You who are enthroned upon the cherubim, shine forth
    before Ephraim and Benjamin and Manasseh.
Stir up your might, 
   and come to save us!

Restore us, O God;
    let your face shine, that we may be saved.

O Lord God of hosts,
    how long will you be angry with your people’s prayers?
You have fed them with the bread of tears,
    and given them tears to drink in full measure.
You make us the scorn of our neighbors;
    our enemies laugh among themselves.

Restore us, O God of hosts;
    let your face shine, that we may be saved.
But let your hand be upon the one at your right hand,
   the one whom you made strong for yourself.

Then we will never turn back from you;
    give us life, and we will call on your name.
Restore us, OLord God of hosts;
let your face shine, that we may be saved.

The picture at the top of this post probably should never have been taken. I was shooting directly into the light, something a professor in Photography 101 would say is a great, big no-no. But I loved what I was seeing and wanted to try and capture it.

Of course, it’s not possible to capture the sun.
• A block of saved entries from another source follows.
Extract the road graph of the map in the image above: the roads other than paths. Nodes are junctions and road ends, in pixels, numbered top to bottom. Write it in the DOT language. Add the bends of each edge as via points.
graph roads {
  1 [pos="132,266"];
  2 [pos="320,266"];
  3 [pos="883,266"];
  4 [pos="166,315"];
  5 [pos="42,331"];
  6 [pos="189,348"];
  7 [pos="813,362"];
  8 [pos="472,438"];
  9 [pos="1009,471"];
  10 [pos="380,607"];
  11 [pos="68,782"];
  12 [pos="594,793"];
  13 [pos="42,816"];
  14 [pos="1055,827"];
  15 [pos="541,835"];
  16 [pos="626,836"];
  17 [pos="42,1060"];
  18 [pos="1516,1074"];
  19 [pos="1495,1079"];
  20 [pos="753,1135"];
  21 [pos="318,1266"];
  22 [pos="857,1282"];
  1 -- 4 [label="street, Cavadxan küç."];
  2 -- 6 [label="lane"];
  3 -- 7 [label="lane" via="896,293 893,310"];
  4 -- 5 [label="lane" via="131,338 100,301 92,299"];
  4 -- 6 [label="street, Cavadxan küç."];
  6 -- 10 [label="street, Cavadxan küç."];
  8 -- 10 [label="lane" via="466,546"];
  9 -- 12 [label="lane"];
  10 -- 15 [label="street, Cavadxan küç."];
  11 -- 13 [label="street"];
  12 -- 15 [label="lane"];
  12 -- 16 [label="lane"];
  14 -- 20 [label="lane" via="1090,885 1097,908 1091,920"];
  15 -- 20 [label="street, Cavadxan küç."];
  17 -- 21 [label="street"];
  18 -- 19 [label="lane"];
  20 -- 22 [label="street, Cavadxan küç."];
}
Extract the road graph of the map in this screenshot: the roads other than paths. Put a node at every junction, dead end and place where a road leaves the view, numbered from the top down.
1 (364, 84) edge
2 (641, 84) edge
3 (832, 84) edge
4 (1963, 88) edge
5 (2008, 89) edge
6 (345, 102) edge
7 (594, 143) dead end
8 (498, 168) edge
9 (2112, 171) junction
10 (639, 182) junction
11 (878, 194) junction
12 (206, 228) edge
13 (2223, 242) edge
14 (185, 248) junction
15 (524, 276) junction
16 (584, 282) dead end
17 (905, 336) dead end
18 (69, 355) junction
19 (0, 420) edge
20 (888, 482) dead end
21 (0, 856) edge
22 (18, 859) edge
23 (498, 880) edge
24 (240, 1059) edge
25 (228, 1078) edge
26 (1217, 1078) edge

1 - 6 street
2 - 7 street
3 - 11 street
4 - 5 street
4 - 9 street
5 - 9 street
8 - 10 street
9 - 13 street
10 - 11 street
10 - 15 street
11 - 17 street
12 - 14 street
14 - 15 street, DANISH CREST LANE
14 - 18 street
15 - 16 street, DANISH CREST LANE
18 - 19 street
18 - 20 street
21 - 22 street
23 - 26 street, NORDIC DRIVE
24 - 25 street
But this photo does capture some of its mysterious majesty and brilliance, I think. 

“Let your face shine,” the psalmist cries as we step into this waiting season of Advent. “Let your face shine that we may be saved.”

And here’s the truth of it: Jesus Christ is the shining face of God for us. He took the dive, made the leap. From the heavens to the womb of the virgin, from the cosmos to the molecular, from the divine to the oh-so-human. 

God’s face shines on us still, even though there are those days when it surely doesn’t feel like it. Over my life, I have learned that what it ‘feels’ like is never the end of the story and it is not always the truth of things. Because no matter how we may be feeling about life, God shines on us.

God shines on us in the face of that baby boy, the one who grew up to be a fascinating man, the one who gave his life away for the likes of us, the one who rose, victorious over death, the one who lives forever as Eternal Light in the heavenly places.

And also? In the smallness of our hearts. Alleluia.

Ah, Lord Jesus, light of the world. Illumine us as we take this walk again this year. As we move steadily toward the stable, help us to keep our focus on you, the one who became small for us. Amen.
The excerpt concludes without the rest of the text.